Extracted data entries

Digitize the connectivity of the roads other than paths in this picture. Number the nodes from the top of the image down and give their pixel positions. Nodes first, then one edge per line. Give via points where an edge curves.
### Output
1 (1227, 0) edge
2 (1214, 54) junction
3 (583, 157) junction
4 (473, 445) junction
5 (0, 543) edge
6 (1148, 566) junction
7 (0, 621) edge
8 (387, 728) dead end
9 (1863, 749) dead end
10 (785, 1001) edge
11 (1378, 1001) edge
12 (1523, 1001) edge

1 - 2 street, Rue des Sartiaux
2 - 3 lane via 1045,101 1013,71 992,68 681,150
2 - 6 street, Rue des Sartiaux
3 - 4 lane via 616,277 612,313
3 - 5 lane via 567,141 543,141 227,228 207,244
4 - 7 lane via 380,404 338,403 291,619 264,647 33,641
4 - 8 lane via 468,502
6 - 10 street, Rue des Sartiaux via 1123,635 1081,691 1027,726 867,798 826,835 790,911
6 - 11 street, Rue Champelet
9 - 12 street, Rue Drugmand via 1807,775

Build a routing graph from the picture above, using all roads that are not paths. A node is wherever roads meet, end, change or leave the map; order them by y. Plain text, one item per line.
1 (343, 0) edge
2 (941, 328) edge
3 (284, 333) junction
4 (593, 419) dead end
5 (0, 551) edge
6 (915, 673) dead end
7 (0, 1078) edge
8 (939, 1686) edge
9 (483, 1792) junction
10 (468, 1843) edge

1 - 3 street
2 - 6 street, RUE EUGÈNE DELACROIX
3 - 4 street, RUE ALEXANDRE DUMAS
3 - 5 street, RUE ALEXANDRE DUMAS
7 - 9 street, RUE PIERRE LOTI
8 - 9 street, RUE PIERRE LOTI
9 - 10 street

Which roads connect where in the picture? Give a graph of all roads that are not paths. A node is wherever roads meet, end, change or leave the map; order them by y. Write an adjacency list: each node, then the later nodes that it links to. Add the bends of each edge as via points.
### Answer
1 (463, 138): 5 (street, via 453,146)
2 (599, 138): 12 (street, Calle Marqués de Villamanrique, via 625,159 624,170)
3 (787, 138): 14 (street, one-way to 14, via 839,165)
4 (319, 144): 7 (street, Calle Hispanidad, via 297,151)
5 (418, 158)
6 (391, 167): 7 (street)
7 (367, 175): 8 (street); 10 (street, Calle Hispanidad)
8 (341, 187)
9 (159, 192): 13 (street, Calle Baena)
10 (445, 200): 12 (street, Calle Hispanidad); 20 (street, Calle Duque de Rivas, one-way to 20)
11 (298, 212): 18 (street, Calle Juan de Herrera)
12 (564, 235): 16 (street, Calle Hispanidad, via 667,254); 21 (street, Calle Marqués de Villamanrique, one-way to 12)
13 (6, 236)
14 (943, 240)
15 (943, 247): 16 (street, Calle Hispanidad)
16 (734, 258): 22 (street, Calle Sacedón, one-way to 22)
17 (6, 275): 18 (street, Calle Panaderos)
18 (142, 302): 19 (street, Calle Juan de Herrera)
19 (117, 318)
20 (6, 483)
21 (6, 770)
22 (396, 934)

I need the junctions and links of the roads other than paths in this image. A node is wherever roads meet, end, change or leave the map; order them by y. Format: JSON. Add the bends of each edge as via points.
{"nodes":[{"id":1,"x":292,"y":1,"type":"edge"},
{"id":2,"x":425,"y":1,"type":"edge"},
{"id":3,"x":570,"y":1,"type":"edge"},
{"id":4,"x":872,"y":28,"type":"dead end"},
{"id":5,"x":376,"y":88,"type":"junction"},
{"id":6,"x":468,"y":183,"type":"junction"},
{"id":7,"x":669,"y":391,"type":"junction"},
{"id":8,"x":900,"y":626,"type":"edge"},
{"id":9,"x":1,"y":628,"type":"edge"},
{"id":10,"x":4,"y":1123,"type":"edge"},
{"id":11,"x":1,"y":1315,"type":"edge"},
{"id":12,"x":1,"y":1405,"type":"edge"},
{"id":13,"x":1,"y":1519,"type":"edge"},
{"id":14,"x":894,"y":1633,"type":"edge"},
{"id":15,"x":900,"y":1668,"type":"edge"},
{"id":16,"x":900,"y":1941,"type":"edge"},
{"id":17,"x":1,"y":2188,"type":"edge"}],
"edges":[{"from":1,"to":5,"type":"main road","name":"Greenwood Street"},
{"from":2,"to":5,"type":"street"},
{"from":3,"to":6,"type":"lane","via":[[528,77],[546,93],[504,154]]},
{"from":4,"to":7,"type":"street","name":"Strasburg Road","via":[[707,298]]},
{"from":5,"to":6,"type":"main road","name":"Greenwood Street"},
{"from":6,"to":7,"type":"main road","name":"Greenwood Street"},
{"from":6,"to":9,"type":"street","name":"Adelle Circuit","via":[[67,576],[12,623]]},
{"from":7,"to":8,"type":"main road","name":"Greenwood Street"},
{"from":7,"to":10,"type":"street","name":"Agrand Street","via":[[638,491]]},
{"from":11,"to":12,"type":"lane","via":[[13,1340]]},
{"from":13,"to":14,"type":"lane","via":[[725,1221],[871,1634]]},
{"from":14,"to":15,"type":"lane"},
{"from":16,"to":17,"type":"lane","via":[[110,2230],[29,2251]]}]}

▶ **Work required**
Considering the entries above, how many lines contain "then"? Give that number with nothing else.

▶ **Expected output**
2